- What needs to be done -
Output every record below exactly.
══ Records to process
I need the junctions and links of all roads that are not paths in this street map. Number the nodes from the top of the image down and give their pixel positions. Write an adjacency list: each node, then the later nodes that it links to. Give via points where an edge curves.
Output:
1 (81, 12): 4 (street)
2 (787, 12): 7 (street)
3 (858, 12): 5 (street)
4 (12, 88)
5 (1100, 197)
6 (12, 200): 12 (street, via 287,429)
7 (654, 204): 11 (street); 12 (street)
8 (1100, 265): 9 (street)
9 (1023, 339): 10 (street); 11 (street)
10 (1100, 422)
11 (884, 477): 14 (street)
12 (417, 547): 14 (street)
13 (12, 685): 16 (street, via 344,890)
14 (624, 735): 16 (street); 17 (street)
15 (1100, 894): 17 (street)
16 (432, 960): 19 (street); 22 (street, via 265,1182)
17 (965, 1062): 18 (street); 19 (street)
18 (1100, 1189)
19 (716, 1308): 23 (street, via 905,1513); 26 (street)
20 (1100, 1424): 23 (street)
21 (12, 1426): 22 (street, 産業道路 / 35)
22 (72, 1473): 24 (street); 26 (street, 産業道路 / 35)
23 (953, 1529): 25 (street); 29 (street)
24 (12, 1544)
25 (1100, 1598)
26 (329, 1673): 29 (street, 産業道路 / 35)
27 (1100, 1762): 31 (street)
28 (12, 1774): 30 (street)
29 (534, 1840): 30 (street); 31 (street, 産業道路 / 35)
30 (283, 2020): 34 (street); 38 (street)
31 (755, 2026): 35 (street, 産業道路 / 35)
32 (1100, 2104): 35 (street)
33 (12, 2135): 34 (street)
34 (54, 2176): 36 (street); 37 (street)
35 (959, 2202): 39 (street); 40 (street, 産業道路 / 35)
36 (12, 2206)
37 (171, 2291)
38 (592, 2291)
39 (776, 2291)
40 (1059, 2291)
════
- Task result -
I need the junctions and links of all roads that are not paths in this street map. Number the nodes from the top of the image down and give their pixel positions. Write an adjacency list: each node, then the later nodes that it links to. Give via points where an edge curves.
Output:
1 (81, 12): 4 (street)
2 (787, 12): 7 (street)
3 (858, 12): 5 (street)
4 (12, 88)
5 (1100, 197)
6 (12, 200): 12 (street, via 287,429)
7 (654, 204): 11 (street); 12 (street)
8 (1100, 265): 9 (street)
9 (1023, 339): 10 (street); 11 (street)
10 (1100, 422)
11 (884, 477): 14 (street)
12 (417, 547): 14 (street)
13 (12, 685): 16 (street, via 344,890)
14 (624, 735): 16 (street); 17 (street)
15 (1100, 894): 17 (street)
16 (432, 960): 19 (street); 22 (street, via 265,1182)
17 (965, 1062): 18 (street); 19 (street)
18 (1100, 1189)
19 (716, 1308): 23 (street, via 905,1513); 26 (street)
20 (1100, 1424): 23 (street)
21 (12, 1426): 22 (street, 産業道路 / 35)
22 (72, 1473): 24 (street); 26 (street, 産業道路 / 35)
23 (953, 1529): 25 (street); 29 (street)
24 (12, 1544)
25 (1100, 1598)
26 (329, 1673): 29 (street, 産業道路 / 35)
27 (1100, 1762): 31 (street)
28 (12, 1774): 30 (street)
29 (534, 1840): 30 (street); 31 (street, 産業道路 / 35)
30 (283, 2020): 34 (street); 38 (street)
31 (755, 2026): 35 (street, 産業道路 / 35)
32 (1100, 2104): 35 (street)
33 (12, 2135): 34 (street)
34 (54, 2176): 36 (street); 37 (street)
35 (959, 2202): 39 (street); 40 (street, 産業道路 / 35)
36 (12, 2206)
37 (171, 2291)
38 (592, 2291)
39 (776, 2291)
40 (1059, 2291)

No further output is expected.